Department of Psychology, Temple University, Philadelphia, PA, United States.
Department of Psychology, Stony Brook University, Stony Brook, NY, United States.
Biol Psychol. 2023 Oct;183:108670. doi: 10.1016/j.biopsycho.2023.108670. Epub 2023 Aug 29.

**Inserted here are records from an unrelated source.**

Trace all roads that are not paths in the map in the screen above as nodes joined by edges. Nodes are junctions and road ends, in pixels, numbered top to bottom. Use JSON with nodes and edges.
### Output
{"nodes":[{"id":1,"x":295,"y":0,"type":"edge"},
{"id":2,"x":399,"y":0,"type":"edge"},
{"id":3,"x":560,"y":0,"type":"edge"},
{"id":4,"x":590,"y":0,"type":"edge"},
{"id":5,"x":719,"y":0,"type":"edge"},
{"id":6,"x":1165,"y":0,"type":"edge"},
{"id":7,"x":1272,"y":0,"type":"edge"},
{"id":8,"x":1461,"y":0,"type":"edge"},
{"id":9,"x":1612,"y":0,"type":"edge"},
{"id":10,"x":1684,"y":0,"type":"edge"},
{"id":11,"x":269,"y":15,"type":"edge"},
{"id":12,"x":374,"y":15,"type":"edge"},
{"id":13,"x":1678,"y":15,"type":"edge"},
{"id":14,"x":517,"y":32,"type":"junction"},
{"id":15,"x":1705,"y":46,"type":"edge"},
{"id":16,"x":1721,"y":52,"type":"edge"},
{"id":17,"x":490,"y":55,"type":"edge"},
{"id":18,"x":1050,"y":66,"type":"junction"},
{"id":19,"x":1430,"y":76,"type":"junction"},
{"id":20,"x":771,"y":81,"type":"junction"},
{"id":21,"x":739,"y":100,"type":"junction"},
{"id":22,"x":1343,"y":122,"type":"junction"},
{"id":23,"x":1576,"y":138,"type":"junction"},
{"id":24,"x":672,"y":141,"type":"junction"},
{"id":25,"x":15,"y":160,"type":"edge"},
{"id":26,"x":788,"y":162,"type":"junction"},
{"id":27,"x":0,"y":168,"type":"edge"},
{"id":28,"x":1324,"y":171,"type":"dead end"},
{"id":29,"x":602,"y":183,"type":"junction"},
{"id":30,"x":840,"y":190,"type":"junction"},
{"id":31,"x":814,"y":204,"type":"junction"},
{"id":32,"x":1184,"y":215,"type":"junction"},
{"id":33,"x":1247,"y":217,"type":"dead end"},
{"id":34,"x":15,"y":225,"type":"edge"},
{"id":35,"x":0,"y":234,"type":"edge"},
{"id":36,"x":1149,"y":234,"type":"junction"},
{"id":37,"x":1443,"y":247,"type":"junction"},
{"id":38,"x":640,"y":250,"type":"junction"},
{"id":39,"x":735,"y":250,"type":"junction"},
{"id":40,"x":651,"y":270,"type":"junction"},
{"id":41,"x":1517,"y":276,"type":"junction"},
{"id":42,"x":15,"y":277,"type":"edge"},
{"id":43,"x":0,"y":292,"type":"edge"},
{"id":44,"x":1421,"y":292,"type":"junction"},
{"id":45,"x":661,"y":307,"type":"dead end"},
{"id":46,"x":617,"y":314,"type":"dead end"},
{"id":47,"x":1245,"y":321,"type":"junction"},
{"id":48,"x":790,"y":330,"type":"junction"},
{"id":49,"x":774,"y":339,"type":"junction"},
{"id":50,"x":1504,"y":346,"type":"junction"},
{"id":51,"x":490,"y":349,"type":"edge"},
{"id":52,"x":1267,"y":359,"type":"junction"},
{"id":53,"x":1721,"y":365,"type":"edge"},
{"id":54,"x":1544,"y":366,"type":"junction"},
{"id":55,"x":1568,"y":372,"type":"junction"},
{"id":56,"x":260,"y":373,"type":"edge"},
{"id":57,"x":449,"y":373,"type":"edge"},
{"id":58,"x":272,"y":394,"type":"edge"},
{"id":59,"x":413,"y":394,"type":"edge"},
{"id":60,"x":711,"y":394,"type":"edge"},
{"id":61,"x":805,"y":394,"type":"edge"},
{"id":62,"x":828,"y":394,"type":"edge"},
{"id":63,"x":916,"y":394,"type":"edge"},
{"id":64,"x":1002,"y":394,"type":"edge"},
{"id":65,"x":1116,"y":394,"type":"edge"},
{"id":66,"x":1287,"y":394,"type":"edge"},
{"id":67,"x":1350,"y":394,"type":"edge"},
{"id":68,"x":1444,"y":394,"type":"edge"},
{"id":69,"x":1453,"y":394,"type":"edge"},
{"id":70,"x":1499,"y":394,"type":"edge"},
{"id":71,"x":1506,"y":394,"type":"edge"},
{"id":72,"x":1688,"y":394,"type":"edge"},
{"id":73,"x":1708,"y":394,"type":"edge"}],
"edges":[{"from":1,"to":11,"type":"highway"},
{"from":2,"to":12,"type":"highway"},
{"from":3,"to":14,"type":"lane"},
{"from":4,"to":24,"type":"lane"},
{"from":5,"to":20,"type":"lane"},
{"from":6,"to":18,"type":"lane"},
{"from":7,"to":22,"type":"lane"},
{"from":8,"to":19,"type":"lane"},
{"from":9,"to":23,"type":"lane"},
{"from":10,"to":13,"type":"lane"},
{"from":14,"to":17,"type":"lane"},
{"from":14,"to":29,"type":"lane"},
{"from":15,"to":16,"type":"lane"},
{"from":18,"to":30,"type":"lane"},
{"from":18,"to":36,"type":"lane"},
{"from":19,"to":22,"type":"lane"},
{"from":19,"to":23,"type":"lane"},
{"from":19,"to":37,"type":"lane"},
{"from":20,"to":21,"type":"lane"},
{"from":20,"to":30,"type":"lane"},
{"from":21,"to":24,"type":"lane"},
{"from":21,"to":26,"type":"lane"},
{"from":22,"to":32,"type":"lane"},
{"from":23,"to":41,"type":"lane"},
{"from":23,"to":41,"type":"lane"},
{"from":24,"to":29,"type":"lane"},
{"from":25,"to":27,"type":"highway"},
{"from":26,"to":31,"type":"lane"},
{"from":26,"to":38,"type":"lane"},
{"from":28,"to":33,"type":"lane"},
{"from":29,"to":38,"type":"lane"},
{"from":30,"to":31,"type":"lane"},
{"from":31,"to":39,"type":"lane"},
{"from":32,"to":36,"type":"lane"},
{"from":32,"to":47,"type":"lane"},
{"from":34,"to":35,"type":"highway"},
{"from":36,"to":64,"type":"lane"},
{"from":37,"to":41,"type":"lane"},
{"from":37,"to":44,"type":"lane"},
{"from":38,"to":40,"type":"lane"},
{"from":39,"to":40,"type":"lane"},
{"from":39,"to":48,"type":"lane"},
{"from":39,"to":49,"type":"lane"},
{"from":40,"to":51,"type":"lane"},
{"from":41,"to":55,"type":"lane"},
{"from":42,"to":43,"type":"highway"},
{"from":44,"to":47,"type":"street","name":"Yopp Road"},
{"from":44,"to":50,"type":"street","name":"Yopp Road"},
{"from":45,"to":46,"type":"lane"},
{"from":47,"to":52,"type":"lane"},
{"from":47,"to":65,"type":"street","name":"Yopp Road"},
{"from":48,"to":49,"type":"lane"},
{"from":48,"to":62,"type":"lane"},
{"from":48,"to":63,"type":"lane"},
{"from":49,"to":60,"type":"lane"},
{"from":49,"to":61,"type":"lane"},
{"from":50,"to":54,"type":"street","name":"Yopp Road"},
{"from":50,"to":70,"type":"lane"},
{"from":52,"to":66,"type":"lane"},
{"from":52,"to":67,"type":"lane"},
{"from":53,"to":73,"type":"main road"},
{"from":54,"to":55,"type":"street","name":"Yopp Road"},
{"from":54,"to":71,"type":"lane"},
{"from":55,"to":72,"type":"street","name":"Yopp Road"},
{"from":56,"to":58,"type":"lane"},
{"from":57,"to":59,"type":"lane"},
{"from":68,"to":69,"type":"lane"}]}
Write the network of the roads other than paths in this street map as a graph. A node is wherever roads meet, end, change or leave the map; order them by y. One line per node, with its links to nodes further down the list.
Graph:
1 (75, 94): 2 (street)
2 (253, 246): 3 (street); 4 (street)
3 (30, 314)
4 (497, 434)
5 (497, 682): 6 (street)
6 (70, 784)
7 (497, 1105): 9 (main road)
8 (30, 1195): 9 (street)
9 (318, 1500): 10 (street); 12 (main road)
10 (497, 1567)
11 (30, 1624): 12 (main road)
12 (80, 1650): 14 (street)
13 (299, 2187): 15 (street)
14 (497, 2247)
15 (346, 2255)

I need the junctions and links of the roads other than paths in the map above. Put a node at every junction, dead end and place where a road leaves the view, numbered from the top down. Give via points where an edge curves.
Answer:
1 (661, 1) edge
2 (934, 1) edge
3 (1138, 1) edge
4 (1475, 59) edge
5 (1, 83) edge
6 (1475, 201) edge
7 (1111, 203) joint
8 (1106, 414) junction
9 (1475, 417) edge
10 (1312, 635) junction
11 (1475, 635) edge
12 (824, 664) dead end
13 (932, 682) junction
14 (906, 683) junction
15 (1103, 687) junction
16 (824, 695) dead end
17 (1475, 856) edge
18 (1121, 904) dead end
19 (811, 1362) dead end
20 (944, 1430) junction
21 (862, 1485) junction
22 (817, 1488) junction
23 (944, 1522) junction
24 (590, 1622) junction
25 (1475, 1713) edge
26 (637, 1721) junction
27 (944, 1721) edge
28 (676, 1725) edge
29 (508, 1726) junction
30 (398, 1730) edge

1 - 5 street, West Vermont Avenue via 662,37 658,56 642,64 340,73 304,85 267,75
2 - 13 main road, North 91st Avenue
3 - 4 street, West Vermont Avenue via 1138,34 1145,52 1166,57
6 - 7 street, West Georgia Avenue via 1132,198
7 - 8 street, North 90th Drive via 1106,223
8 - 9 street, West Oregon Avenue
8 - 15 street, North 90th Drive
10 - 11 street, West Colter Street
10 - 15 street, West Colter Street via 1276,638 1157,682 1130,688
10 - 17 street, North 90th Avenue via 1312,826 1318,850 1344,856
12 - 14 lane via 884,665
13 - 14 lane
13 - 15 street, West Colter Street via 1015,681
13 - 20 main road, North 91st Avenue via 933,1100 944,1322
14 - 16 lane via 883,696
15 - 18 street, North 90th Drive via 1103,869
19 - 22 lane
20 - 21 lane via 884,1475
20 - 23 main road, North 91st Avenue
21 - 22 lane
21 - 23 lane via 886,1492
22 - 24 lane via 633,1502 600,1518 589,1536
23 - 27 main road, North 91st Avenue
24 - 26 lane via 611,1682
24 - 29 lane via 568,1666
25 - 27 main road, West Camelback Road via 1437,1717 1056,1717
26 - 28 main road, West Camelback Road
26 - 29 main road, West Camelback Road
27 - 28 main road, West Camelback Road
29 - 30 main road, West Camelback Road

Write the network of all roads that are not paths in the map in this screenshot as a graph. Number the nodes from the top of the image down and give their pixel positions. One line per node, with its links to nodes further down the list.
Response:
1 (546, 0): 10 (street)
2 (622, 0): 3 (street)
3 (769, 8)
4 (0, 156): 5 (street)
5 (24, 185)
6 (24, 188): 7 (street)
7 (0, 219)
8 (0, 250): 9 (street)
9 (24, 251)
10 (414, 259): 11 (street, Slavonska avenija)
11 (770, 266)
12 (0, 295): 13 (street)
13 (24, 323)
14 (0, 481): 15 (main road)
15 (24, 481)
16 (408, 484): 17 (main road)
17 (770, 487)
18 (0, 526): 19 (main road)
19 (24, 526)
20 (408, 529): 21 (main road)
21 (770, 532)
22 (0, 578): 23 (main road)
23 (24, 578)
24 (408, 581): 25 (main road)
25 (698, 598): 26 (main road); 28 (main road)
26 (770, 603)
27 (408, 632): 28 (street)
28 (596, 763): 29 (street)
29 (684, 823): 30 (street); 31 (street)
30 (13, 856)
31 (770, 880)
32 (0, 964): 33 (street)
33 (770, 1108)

Aggression elicited by social rejection is costly, prevalent, and often lethal. Attempts to predict rejection-elicited aggression using trait-based data have had little success. This may be because in-the-moment aggression is a complex process influenced by current states of attention, arousal, and affect which are poorly predicted by trait-level characteristics. In a study of young adults (N = 89; 18-25 years), machine learning tested the extent to which nonverbal behavioral indices of attention (eye gaze), arousal (pupillary reactivity), and affect (facial expressions) during a novel social interaction paradigm predicted subsequent aggression towards rejecting and accepting peers. Eye gaze and pupillary reactivity predicted aggressive behavior; predictions were more successful than measures of trait-based aggression and harsh parenting. These preliminary results suggest that nonverbal behavior may elucidate underlying mechanisms of in-the-moment aggression.
社会拒绝引发的攻击行为代价高昂、普遍存在且常常致命。使用基于特质的数据预测拒绝引发的攻击行为收效甚微。这可能是因为即时攻击是一个复杂的过程,受到注意力、唤醒和情绪的当前状态的影响,而特质水平的特征很难预测这些状态。在一项对年轻人(N=89;18-25 岁)的研究中,机器学习测试了在新的社会互动范式中,非言语行为注意力(目光接触)、唤醒(瞳孔反应)和情绪(面部表情)的非言语行为指标在多大程度上可以预测随后对拒绝和接受同伴的攻击行为。目光接触和瞳孔反应可以预测攻击行为;预测结果优于基于特质的攻击行为和严厉养育方式的测量结果。这些初步结果表明,非言语行为可能阐明了即时攻击行为的潜在机制。